Four selections by author, Jan Wright, are included in Whidbey Landmarks, Stories and Poems from Whidbey Island, an anthology by Whidbey Writers’ Group. Jan Wright was also the chief editor for this book.
A sneak preview from Jan’s story, “A Mighty Chunk of Land” . . .
A shiver ran through the doublewide manufactured house, waking the elderly man in the dead of the night. Michael strained to hear undefined noises. He couldn’t quite place the source. Distant crashing waves coupled with snapping and shuddering sounds didn’t seem right. An edgy feeling of something out of order kept him alert.
Vibrations began again, stronger, louder this time. Michael picked up his cell phone and dialed one of his few trusted contacts, someone he thought might be awake and give him guidance, his landlady.

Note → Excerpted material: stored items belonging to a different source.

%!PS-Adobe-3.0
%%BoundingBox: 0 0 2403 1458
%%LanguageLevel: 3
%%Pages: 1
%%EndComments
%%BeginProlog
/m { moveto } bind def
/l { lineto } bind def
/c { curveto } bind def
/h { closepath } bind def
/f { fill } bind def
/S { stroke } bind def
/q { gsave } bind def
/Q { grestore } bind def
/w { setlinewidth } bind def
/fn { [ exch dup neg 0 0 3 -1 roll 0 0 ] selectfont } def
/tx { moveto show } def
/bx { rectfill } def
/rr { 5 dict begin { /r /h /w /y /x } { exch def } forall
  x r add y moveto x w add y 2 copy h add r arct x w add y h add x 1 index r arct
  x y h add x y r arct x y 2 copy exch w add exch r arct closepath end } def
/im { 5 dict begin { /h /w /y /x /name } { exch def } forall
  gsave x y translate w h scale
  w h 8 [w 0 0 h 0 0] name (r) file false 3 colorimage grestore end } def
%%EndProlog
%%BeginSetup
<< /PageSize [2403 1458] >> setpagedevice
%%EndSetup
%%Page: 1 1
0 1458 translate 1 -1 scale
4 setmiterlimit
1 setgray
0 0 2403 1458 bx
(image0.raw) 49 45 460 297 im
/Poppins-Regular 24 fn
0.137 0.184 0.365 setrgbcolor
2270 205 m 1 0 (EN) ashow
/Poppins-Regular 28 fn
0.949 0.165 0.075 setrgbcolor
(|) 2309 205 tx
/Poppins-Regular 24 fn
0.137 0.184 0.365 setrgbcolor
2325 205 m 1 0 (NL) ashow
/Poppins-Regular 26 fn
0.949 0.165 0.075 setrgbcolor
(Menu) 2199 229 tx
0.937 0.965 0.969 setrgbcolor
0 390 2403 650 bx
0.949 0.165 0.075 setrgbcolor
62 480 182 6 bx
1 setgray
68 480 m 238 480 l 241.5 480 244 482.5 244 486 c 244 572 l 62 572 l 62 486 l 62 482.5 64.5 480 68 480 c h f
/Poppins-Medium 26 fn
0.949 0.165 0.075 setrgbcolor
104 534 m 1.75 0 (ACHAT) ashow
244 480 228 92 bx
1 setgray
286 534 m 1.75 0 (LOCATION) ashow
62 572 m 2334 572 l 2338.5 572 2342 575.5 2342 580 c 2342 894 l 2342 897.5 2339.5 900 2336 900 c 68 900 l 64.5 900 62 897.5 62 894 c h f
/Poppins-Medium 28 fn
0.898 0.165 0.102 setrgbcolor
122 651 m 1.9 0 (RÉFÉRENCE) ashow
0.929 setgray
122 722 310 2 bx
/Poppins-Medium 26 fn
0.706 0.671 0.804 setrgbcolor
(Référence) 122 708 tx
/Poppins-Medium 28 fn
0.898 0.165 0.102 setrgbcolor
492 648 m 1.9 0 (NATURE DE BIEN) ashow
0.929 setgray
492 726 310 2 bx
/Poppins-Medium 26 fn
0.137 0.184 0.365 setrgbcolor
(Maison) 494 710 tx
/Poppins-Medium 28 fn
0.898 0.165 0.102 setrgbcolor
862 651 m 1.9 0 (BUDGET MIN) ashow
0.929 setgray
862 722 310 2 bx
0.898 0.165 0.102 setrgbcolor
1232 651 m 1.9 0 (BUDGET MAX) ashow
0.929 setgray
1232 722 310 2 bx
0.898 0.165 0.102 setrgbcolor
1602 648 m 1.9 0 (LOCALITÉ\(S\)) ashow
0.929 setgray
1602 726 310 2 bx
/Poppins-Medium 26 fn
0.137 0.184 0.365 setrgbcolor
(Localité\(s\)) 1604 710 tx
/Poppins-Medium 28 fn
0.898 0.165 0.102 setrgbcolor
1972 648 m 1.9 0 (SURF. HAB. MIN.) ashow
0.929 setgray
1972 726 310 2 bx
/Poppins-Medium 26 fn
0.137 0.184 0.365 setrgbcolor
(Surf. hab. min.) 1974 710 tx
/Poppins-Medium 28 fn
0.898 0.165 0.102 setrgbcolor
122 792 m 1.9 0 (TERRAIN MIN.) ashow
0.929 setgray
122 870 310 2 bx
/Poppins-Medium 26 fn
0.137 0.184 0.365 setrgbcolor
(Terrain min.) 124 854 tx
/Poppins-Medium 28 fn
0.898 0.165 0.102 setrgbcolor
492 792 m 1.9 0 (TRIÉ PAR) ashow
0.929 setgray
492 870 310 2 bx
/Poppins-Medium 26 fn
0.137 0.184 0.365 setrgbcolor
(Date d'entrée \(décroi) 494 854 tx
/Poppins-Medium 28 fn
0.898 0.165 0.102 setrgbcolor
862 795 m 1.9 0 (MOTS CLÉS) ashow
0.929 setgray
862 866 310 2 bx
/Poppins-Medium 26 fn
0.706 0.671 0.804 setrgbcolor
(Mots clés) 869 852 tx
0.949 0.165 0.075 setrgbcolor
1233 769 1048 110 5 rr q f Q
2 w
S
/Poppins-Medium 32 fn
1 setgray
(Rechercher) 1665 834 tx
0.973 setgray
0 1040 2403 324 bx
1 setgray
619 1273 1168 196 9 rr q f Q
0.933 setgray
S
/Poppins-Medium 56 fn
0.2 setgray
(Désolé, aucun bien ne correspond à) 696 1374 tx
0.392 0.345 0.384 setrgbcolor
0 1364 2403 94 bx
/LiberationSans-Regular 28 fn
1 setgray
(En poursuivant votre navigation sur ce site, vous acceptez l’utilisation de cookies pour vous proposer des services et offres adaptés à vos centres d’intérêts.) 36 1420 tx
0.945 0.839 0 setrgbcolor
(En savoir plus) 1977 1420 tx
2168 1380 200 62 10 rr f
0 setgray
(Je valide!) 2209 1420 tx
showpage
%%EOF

Preparing for the workday in distant Texas, she responded to him without hesitation, “Get out immediately. I’ll call 911 for you. Just go. NOW!”
Michael pulled on his sweatpants and hurried out of his house in the darkness, locking the door out of habit. He drove his truck forward until he heard . . . and felt . . . a loud, concussive wuff. In the beams of his headlights, the road ahead dropped out of sight. He threw his truck into reverse and stepped on the gas, watching a gigantic avalanche of warped earth uplift and transport his home in front of him. The house slid on its steel girders with the shifting and cracking ground. As the land moved, it pulled electric power poles down like dominoes, hurling them along with crashing trees. A massive relocation of terrain tore apart and destroyed the roadway, the only exit for vehicles. The old man, the sole observer, sat alone in his truck, trapped at the end of the road.
Jan Wright is a member of the Whidbey Writers Group which produced Whidbey Island, An Insider’s Guide. Seven authors and twelve photographers contributed to this stunning guide book for beautiful Whidbey Island in Washington State.
Here is an excerpt from her article about the town of Coupeville . . .
For a sense of how owners have successfully reimagined the use of these historic buildings, don’t miss a stop at the ice cream store at 21 NW Front Street. Built in 1890 and originally located on the water side of the street, it served as the Meat Market. Notice the false front addition, like many others on Front Street; it makes a small building seem more imposing. Purchased by an attorney, it became the Island County Abstract Company for preparing land title documents and was moved, as were several others, in 1910 to its current location across and at the other end of the street. At one point, the building housed Archie Poor’s barber shop, complete with a barber pole out front.
By 1969, the building was rented to Jim Stewart and became a seasonal ice cream store called Wet Whiskers, after a cat named Henry. It is said that Stewart could smell the cinnamon rolls being baked down the street at the Knead and Feed and purchased a peanut roasting machine to roast coffee beans to provide coffee to go with the bakery goods during the season when ice cream sales tapered off. However, Jim tells the story of two women who did his taxes offering him their donut recipe if he’d add coffee to his menu. So, on his way to optometry school in California, he stopped at a recommended coffee store and tasted his first good cup of coffee. From a humble and somewhat unlikely beginning, Jim and his brother, Dave, created a business in this building that sparked the specialty coffee culture and moved on to become Seattle’s Best Coffee.
The building has since contained an ice cream store in this location. After the addition of a concrete foundation, from 1983 - 1988 the ice cream business was owned and operated by a young girl who attended Coupeville High School. Eager to earn money for college, she and her family painted and remodeled the building when the Stewarts left. Kristen’s Ice Cream Parlor was renamed for Kristen Brown. However, on the front window, she included the outline of a cat with drips coming off its whiskers. During the winter months, the building also hosted the first video store in the region, and for a while it was known as the Hole in the Wall, serving pizza. Eventually, it became Kapaw’s Iskreme, with a cat paw in the logo.